- Opening Delimiter -

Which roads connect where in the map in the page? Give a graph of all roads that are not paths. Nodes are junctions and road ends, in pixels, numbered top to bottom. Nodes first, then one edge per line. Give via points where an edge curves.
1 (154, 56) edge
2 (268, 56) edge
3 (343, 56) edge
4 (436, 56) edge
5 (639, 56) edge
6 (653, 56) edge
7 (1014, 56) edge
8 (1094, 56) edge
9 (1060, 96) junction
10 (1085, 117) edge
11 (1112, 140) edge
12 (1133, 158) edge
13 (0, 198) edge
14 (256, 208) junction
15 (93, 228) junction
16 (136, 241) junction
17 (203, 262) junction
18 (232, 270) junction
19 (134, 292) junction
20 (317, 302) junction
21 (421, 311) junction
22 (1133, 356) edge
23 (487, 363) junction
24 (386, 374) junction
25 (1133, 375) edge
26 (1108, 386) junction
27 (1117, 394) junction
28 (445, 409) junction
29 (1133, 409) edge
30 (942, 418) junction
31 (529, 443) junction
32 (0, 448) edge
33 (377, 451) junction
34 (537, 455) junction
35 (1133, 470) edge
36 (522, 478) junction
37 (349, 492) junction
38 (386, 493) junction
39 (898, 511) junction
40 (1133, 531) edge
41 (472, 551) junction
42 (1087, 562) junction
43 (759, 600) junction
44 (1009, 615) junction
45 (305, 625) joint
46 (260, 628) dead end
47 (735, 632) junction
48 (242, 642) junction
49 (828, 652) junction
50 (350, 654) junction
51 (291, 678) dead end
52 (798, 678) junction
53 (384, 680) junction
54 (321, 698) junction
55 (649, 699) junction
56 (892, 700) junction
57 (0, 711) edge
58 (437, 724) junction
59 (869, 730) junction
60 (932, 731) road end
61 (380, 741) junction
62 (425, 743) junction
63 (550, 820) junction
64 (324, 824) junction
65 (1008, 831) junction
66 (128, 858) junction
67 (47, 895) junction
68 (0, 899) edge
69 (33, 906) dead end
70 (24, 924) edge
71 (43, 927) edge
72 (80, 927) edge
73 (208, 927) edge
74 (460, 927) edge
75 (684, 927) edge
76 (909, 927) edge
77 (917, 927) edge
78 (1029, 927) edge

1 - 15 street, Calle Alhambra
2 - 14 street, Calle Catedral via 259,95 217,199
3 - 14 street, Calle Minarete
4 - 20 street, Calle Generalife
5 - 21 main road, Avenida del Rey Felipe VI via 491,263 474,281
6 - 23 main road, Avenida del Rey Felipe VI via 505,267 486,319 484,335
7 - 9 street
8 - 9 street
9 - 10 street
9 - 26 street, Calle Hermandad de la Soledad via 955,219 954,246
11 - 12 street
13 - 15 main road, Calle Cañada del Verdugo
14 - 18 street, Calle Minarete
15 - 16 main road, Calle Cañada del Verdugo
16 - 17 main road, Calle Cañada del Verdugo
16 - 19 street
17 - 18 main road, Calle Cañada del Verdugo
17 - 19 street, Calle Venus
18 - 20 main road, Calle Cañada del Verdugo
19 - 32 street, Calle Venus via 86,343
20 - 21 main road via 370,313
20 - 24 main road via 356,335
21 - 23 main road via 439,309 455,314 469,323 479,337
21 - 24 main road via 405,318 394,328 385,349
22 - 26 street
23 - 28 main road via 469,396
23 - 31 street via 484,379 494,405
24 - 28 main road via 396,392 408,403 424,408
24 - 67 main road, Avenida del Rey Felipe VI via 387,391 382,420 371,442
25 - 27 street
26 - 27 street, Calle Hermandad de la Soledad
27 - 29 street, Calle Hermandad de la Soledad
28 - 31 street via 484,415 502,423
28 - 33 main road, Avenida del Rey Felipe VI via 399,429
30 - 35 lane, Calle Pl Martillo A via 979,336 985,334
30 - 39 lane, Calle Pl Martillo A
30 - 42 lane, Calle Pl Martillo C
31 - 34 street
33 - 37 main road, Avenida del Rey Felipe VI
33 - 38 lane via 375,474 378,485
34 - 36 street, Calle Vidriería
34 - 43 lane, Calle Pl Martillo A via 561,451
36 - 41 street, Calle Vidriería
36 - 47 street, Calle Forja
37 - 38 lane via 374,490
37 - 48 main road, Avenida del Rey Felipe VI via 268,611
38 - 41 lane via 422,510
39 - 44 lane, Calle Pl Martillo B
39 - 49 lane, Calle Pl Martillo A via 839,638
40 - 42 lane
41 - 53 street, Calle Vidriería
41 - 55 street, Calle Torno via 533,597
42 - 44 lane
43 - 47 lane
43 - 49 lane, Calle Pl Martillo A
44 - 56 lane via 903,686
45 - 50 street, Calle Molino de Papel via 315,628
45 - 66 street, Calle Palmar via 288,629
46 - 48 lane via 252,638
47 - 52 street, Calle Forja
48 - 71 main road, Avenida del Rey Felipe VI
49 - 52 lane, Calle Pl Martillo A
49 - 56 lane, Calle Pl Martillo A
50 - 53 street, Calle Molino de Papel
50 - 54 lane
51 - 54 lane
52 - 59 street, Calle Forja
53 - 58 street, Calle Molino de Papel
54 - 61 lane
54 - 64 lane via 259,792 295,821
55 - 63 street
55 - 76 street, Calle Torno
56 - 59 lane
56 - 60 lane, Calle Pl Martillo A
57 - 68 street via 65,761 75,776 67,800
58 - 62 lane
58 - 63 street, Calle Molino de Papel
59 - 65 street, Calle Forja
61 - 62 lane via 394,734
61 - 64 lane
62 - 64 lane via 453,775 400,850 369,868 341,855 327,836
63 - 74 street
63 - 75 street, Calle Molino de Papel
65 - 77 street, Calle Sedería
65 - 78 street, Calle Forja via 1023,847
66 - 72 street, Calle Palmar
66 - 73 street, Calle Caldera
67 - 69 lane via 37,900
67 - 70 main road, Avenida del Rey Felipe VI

- Closing Delimiter -

Retype each entry exactly, missing none.

**RESULT FOR THIS TASK:**
Which roads connect where in the map in the page? Give a graph of all roads that are not paths. Nodes are junctions and road ends, in pixels, numbered top to bottom. Nodes first, then one edge per line. Give via points where an edge curves.
1 (154, 56) edge
2 (268, 56) edge
3 (343, 56) edge
4 (436, 56) edge
5 (639, 56) edge
6 (653, 56) edge
7 (1014, 56) edge
8 (1094, 56) edge
9 (1060, 96) junction
10 (1085, 117) edge
11 (1112, 140) edge
12 (1133, 158) edge
13 (0, 198) edge
14 (256, 208) junction
15 (93, 228) junction
16 (136, 241) junction
17 (203, 262) junction
18 (232, 270) junction
19 (134, 292) junction
20 (317, 302) junction
21 (421, 311) junction
22 (1133, 356) edge
23 (487, 363) junction
24 (386, 374) junction
25 (1133, 375) edge
26 (1108, 386) junction
27 (1117, 394) junction
28 (445, 409) junction
29 (1133, 409) edge
30 (942, 418) junction
31 (529, 443) junction
32 (0, 448) edge
33 (377, 451) junction
34 (537, 455) junction
35 (1133, 470) edge
36 (522, 478) junction
37 (349, 492) junction
38 (386, 493) junction
39 (898, 511) junction
40 (1133, 531) edge
41 (472, 551) junction
42 (1087, 562) junction
43 (759, 600) junction
44 (1009, 615) junction
45 (305, 625) joint
46 (260, 628) dead end
47 (735, 632) junction
48 (242, 642) junction
49 (828, 652) junction
50 (350, 654) junction
51 (291, 678) dead end
52 (798, 678) junction
53 (384, 680) junction
54 (321, 698) junction
55 (649, 699) junction
56 (892, 700) junction
57 (0, 711) edge
58 (437, 724) junction
59 (869, 730) junction
60 (932, 731) road end
61 (380, 741) junction
62 (425, 743) junction
63 (550, 820) junction
64 (324, 824) junction
65 (1008, 831) junction
66 (128, 858) junction
67 (47, 895) junction
68 (0, 899) edge
69 (33, 906) dead end
70 (24, 924) edge
71 (43, 927) edge
72 (80, 927) edge
73 (208, 927) edge
74 (460, 927) edge
75 (684, 927) edge
76 (909, 927) edge
77 (917, 927) edge
78 (1029, 927) edge

1 - 15 street, Calle Alhambra
2 - 14 street, Calle Catedral via 259,95 217,199
3 - 14 street, Calle Minarete
4 - 20 street, Calle Generalife
5 - 21 main road, Avenida del Rey Felipe VI via 491,263 474,281
6 - 23 main road, Avenida del Rey Felipe VI via 505,267 486,319 484,335
7 - 9 street
8 - 9 street
9 - 10 street
9 - 26 street, Calle Hermandad de la Soledad via 955,219 954,246
11 - 12 street
13 - 15 main road, Calle Cañada del Verdugo
14 - 18 street, Calle Minarete
15 - 16 main road, Calle Cañada del Verdugo
16 - 17 main road, Calle Cañada del Verdugo
16 - 19 street
17 - 18 main road, Calle Cañada del Verdugo
17 - 19 street, Calle Venus
18 - 20 main road, Calle Cañada del Verdugo
19 - 32 street, Calle Venus via 86,343
20 - 21 main road via 370,313
20 - 24 main road via 356,335
21 - 23 main road via 439,309 455,314 469,323 479,337
21 - 24 main road via 405,318 394,328 385,349
22 - 26 street
23 - 28 main road via 469,396
23 - 31 street via 484,379 494,405
24 - 28 main road via 396,392 408,403 424,408
24 - 67 main road, Avenida del Rey Felipe VI via 387,391 382,420 371,442
25 - 27 street
26 - 27 street, Calle Hermandad de la Soledad
27 - 29 street, Calle Hermandad de la Soledad
28 - 31 street via 484,415 502,423
28 - 33 main road, Avenida del Rey Felipe VI via 399,429
30 - 35 lane, Calle Pl Martillo A via 979,336 985,334
30 - 39 lane, Calle Pl Martillo A
30 - 42 lane, Calle Pl Martillo C
31 - 34 street
33 - 37 main road, Avenida del Rey Felipe VI
33 - 38 lane via 375,474 378,485
34 - 36 street, Calle Vidriería
34 - 43 lane, Calle Pl Martillo A via 561,451
36 - 41 street, Calle Vidriería
36 - 47 street, Calle Forja
37 - 38 lane via 374,490
37 - 48 main road, Avenida del Rey Felipe VI via 268,611
38 - 41 lane via 422,510
39 - 44 lane, Calle Pl Martillo B
39 - 49 lane, Calle Pl Martillo A via 839,638
40 - 42 lane
41 - 53 street, Calle Vidriería
41 - 55 street, Calle Torno via 533,597
42 - 44 lane
43 - 47 lane
43 - 49 lane, Calle Pl Martillo A
44 - 56 lane via 903,686
45 - 50 street, Calle Molino de Papel via 315,628
45 - 66 street, Calle Palmar via 288,629
46 - 48 lane via 252,638
47 - 52 street, Calle Forja
48 - 71 main road, Avenida del Rey Felipe VI
49 - 52 lane, Calle Pl Martillo A
49 - 56 lane, Calle Pl Martillo A
50 - 53 street, Calle Molino de Papel
50 - 54 lane
51 - 54 lane
52 - 59 street, Calle Forja
53 - 58 street, Calle Molino de Papel
54 - 61 lane
54 - 64 lane via 259,792 295,821
55 - 63 street
55 - 76 street, Calle Torno
56 - 59 lane
56 - 60 lane, Calle Pl Martillo A
57 - 68 street via 65,761 75,776 67,800
58 - 62 lane
58 - 63 street, Calle Molino de Papel
59 - 65 street, Calle Forja
61 - 62 lane via 394,734
61 - 64 lane
62 - 64 lane via 453,775 400,850 369,868 341,855 327,836
63 - 74 street
63 - 75 street, Calle Molino de Papel
65 - 77 street, Calle Sedería
65 - 78 street, Calle Forja via 1023,847
66 - 72 street, Calle Palmar
66 - 73 street, Calle Caldera
67 - 69 lane via 37,900
67 - 70 main road, Avenida del Rey Felipe VI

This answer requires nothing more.